## The problem
Retype every entry word for word. Omit the pictures.

[Source records]
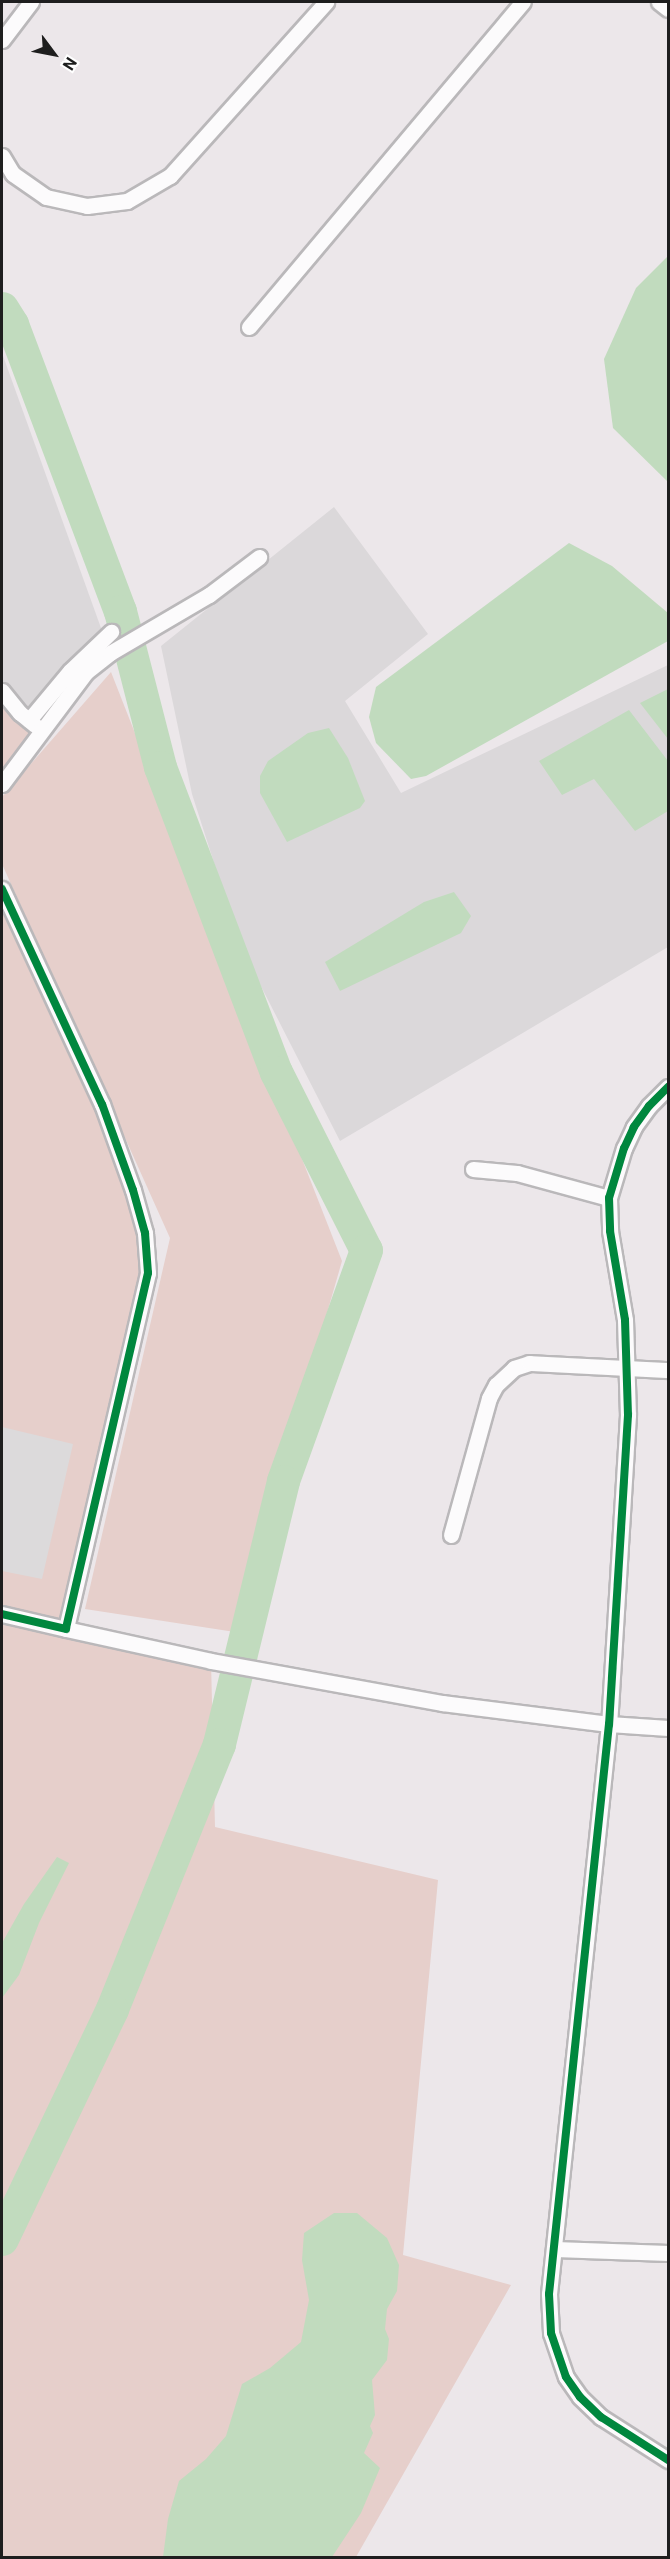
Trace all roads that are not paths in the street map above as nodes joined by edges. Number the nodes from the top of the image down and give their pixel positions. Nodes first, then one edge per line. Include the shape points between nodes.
1 (31, 2) edge
2 (326, 2) edge
3 (524, 2) edge
4 (659, 2) edge
5 (669, 9) edge
6 (2, 40) edge
7 (2, 156) edge
8 (249, 327) dead end
9 (259, 557) dead end
10 (111, 632) dead end
11 (2, 691) edge
12 (29, 720) junction
13 (42, 731) junction
14 (2, 784) edge
15 (2, 889) edge
16 (669, 1087) edge
17 (473, 1169) dead end
18 (609, 1198) junction
19 (627, 1366) junction
20 (669, 1370) edge
21 (451, 1535) dead end
22 (2, 1614) edge
23 (66, 1629) junction
24 (609, 1724) junction
25 (669, 1728) edge
26 (555, 2248) junction
27 (669, 2253) edge
28 (669, 2460) edge

1 - 6 street
2 - 7 street via 170,176 127,201 87,206 46,197 12,174
3 - 8 street
4 - 5 street
9 - 13 street via 209,595 110,653 86,672
10 - 12 street via 70,671
11 - 12 street
12 - 13 street
13 - 14 street
15 - 23 street via 102,1104 145,1233 148,1273
16 - 18 street via 634,1127
17 - 18 street via 517,1173
18 - 19 street
19 - 20 street
19 - 21 street via 529,1363 505,1376 489,1398 480,1422
19 - 24 street via 628,1415
22 - 23 street
23 - 24 street via 211,1661 442,1703
24 - 25 street
24 - 26 street
26 - 27 street
26 - 28 street via 549,2294 551,2333 566,2377 601,2417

## Task answer
Trace all roads that are not paths in the street map above as nodes joined by edges. Number the nodes from the top of the image down and give their pixel positions. Nodes first, then one edge per line. Include the shape points between nodes.
1 (31, 2) edge
2 (326, 2) edge
3 (524, 2) edge
4 (659, 2) edge
5 (669, 9) edge
6 (2, 40) edge
7 (2, 156) edge
8 (249, 327) dead end
9 (259, 557) dead end
10 (111, 632) dead end
11 (2, 691) edge
12 (29, 720) junction
13 (42, 731) junction
14 (2, 784) edge
15 (2, 889) edge
16 (669, 1087) edge
17 (473, 1169) dead end
18 (609, 1198) junction
19 (627, 1366) junction
20 (669, 1370) edge
21 (451, 1535) dead end
22 (2, 1614) edge
23 (66, 1629) junction
24 (609, 1724) junction
25 (669, 1728) edge
26 (555, 2248) junction
27 (669, 2253) edge
28 (669, 2460) edge

1 - 6 street
2 - 7 street via 170,176 127,201 87,206 46,197 12,174
3 - 8 street
4 - 5 street
9 - 13 street via 209,595 110,653 86,672
10 - 12 street via 70,671
11 - 12 street
12 - 13 street
13 - 14 street
15 - 23 street via 102,1104 145,1233 148,1273
16 - 18 street via 634,1127
17 - 18 street via 517,1173
18 - 19 street
19 - 20 street
19 - 21 street via 529,1363 505,1376 489,1398 480,1422
19 - 24 street via 628,1415
22 - 23 street
23 - 24 street via 211,1661 442,1703
24 - 25 street
24 - 26 street
26 - 27 street
26 - 28 street via 549,2294 551,2333 566,2377 601,2417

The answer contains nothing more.